On 5/13/2022 7:37 PM, Glen Choo via GitGitGadget wrote:
> From: Glen Choo <chooglen@xxxxxxxxxx>
> 
> Add a config variable, `discovery.bare`, that tells Git whether or not
> it should work with the bare repository it has discovered i.e. Git will
> die() if it discovers a bare repository, but it is not allowed by
> `discovery.bare`. This only affects repository discovery, thus it has no
> effect if discovery was not done (e.g. `--git-dir` was passed).

> This config is an enum of:
> 
> - ["always"|(unset)]: always recognize bare repositories (like Git does
>   today)
> - "never": never recognize bare repositories
> 
> More values are expected to be added later, and the default is expected
> to change (i.e. to something other than "always").

I think it is fine to include the "never" option for users to opt-in to
this super-protected state, but I want to make it very clear that we
should never move to it as a new default. This phrasing of 'something
other than "always"' is key, but it might be good to point out that
"never" is very unlikely to be that default.

> WIP setup.c: make discovery.bare die on failure
> 
> Signed-off-by: Glen Choo <chooglen@xxxxxxxxxx>

Accidental concatenation of squashed commit?
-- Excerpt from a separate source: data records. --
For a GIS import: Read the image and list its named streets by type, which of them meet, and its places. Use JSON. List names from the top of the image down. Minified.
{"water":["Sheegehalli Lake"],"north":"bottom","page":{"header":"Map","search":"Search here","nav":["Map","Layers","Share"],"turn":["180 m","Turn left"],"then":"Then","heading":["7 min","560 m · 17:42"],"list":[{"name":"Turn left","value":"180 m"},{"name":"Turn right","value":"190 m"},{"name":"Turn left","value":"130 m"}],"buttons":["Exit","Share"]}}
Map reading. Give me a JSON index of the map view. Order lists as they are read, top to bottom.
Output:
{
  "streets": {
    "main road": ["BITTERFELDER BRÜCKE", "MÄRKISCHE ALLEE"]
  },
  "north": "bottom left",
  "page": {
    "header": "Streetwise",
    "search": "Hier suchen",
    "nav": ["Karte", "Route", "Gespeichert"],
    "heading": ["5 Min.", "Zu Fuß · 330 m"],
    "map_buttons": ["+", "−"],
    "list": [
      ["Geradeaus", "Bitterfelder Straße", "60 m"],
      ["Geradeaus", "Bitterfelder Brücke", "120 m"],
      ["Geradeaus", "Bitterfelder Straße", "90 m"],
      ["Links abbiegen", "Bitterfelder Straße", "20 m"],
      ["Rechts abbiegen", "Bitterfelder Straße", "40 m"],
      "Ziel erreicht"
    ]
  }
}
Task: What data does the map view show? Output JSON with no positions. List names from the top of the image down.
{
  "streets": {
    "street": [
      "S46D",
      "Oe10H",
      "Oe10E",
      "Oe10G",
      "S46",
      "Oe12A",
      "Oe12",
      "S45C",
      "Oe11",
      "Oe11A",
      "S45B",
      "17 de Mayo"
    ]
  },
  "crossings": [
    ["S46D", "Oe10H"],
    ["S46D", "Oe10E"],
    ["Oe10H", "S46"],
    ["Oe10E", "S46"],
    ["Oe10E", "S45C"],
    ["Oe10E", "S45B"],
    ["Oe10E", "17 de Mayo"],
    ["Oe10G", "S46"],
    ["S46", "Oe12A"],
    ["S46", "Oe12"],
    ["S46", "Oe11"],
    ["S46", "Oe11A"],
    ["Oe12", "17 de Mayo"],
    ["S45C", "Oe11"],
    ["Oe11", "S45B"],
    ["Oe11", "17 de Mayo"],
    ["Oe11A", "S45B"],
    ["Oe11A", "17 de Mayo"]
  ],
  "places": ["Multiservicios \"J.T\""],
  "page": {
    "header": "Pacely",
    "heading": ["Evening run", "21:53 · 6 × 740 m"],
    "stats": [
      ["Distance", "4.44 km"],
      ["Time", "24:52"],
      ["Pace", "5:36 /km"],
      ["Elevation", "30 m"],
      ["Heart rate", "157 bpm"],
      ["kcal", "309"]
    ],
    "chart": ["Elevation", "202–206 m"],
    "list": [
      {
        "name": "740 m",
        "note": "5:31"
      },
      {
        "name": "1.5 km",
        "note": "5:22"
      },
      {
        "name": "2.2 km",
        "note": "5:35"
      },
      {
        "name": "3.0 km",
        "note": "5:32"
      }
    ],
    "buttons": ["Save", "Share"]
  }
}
> diff --git a/Documentation/config/discovery.txt b/Documentation/config/discovery.txt
> new file mode 100644
> index 00000000000..761cabe6e70
> --- /dev/null
> +++ b/Documentation/config/discovery.txt
> @@ -0,0 +1,24 @@
> +discovery.bare::
> +	Specifies what kinds of directories Git can recognize as a bare
> +	repository when looking for the repository (aka repository
> +	discovery). This has no effect if repository discovery is not
> +	performed e.g. the path to the repository is set via `--git-dir`
> +	(see linkgit:git[1]).

Avoid "e.g." here.

	This has no effect if the repository is specified directly via
	the --git-dir command-line option or the GIT_DIR environment
	variable.

> +This config setting is only respected when specified in a system or global
> +config, not when it is specified in a repository config or via the command
> +line option `-c discovery.bare=<value>`.

We are sprinkling config options that have these same restrictions throughout
the config documentation. It might be time to define a term like "protected
config" at the top of git-config.txt and then refer to that from these other
locations.

> +The currently supported values are `always` (Git always recognizes bare
> +repositories) and `never` (Git never recognizes bare repositories).

This sentence structure is likely to change in the future, and as it stands
will become complicated. A bulleted list will have easier edits in the future.

> +This defaults to `always`, but this default is likely to change.

For now, I would say "but this default may change in the future." instead.

> +If your workflow does not rely on bare repositories, it is recommended that
> +you set this value to `never`. This makes repository discovery easier to
> +reason about and prevents certain types of security and non-security
> +problems, such as:
> +

(You might need a "+" here.)

> +* `git clone`-ing a repository containing a malicious bare repository
> +  inside it.
> +* Git recognizing a directory that isn't meant to be a bare repository,
> +  but happens to look like one.

I think these last bits recommending the 'never' option are a bit
distracting. It doesn't make repository discovery "easier to reason
about" because we still discover the bare repo and die() instead of
skipping it and looking higher for a non-bare repository in the
parent directories. The case of an "accidentally-recognized bare
repo" is so unlikely it is probably not worth mention in these docs.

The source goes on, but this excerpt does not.